23 - Data modeling method according to any one of the preceding claims characterized in that an operating module (7) is added to the modeling method generating single or multi-variable polynomial formulas descriptive of the phenomenon.

24 - Data modeling method according to any one of the preceding claims characterized in that an operating module (7) generating periodic formulas descriptive of the phenomenon is added to the modeling method.

25 - Data modeling method according to any one of the preceding claims characterized in that an operating module (7) is added to the modeling method generating descriptive formulas of the phenomenon containing developments of dates in calendar indicators.

26 - Data modeling method according to claim 18 characterized in that the periodic development is a trigonometric development.

27 - Data modeling method according to claim 24 characterized the periodic formulas descriptive of the phenomenon are trigonometric based. 28 - Data modeling method according to any one of the preceding claims characterized in that the 'nominal' type data is prepared in order to reduce the number of distinct states by carrying out one or more of the following actions:

- calculate the quantity of information provided by each state;

- group together the homogeneous states with respect to the phenomenon studied;

- create a specific state bringing together all the elementary states that do not provide significant information on the phenomenon.

29 - Data modeling method according to any one of the preceding claims characterized in that missing, aberrant or exceptional data is grouped into one or more groups to apply specific treatments to them.

30 - Data modeling method according to any one of the preceding claims characterized in that 1 'the nominal variables are coded in the form of a table of Boolean or real variables.

31 - Data modeling method according to any one of the preceding claims characterized in that its explanatory power in relation to the phenomenon studied is calculated for each input variable.

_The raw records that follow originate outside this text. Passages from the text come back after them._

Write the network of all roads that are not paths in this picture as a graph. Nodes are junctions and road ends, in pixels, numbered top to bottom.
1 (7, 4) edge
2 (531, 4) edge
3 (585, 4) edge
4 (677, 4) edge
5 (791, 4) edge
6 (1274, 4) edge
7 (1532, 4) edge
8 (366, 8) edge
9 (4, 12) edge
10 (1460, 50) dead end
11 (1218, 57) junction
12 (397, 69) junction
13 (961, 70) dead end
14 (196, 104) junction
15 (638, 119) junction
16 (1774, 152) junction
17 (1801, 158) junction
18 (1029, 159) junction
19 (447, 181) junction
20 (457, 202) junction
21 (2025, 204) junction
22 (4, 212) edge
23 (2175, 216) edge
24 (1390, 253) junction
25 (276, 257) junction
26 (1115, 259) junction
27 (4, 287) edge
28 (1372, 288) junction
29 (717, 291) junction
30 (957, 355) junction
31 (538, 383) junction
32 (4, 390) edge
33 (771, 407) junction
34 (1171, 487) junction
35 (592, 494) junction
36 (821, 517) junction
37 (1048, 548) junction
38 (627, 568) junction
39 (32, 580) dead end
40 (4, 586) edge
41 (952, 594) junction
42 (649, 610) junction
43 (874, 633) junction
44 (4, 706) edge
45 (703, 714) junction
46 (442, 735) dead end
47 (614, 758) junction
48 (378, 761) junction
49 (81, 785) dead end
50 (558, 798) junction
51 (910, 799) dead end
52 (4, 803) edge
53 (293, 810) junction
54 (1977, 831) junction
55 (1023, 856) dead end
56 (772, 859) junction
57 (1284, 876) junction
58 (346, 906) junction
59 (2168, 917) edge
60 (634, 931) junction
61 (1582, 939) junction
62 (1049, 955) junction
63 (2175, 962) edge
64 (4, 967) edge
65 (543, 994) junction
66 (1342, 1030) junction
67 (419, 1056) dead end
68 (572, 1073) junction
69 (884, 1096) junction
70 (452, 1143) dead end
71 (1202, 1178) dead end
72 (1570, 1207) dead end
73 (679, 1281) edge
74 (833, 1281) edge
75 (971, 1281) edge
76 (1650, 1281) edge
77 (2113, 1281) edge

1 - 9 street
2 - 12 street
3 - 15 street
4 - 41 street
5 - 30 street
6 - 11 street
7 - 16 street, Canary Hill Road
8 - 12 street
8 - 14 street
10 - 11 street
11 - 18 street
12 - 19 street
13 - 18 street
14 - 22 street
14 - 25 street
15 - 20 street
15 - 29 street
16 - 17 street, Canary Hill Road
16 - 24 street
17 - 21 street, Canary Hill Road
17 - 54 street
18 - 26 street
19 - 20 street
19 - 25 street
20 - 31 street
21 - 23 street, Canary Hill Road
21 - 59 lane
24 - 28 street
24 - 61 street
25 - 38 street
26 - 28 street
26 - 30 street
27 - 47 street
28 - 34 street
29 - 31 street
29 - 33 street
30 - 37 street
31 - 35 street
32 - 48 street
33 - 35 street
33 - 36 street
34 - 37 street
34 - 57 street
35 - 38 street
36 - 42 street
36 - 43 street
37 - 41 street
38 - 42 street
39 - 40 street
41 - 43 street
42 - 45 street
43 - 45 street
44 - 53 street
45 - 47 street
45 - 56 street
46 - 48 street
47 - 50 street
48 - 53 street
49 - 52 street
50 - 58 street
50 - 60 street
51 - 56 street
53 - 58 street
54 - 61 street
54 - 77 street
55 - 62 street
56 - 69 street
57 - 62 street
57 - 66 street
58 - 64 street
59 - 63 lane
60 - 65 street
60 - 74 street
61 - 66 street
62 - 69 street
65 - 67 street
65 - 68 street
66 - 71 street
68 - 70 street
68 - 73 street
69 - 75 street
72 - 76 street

32 - Data modeling method according to any one of the preceding claims characterized in that the data is prepared by segmentation algorithms which can for example be of the 'decision tree' or 'support vector machine' type. 33 - Data modeling method according to any one of the preceding claims characterized in that each state of a 'nominal' variable is associated with a table of values reflecting its meaning with regard to the phenomenon studied.

34 - Data modeling method according to any one of the preceding claims characterized in that the data is transformed by applying the reporting rules resulting from the knowledge of the phenomena studied.

35 - Data modeling method according to any one of the preceding claims characterized in that the flows are processed by identifying the periodic deadlines and applying carryover rules specific to each deadline.

36 - Data modeling method according to any one of the preceding claims characterized in that the learning, generalization and prediction spaces may not be disjoint.

37 - Data modeling method according to any one of the preceding claims characterized in that a relational structure is defined based on the variables, phenomena, and models to store and manage all of the basic data, descriptive formulas of the phenomenon.

38 - Device for modeling digital data from a data sample comprising means for acquiring the input data (1), means for preparing the input data (2), means for construct a model by learning on the processed data (3), means for analyzing the performance of the model obtained (4), means for exploiting the model obtained

(7) characterized in that it comprises means for controlling the consistency of the conventional learning method by regression by adding to the covariance matrix a disturbance in the form of a matrix H depending on a vector of k parameters Λ = (λ^λ^.-.λ _j or in the form of the product of a scalar λ by a matrix H during the calculation of the model.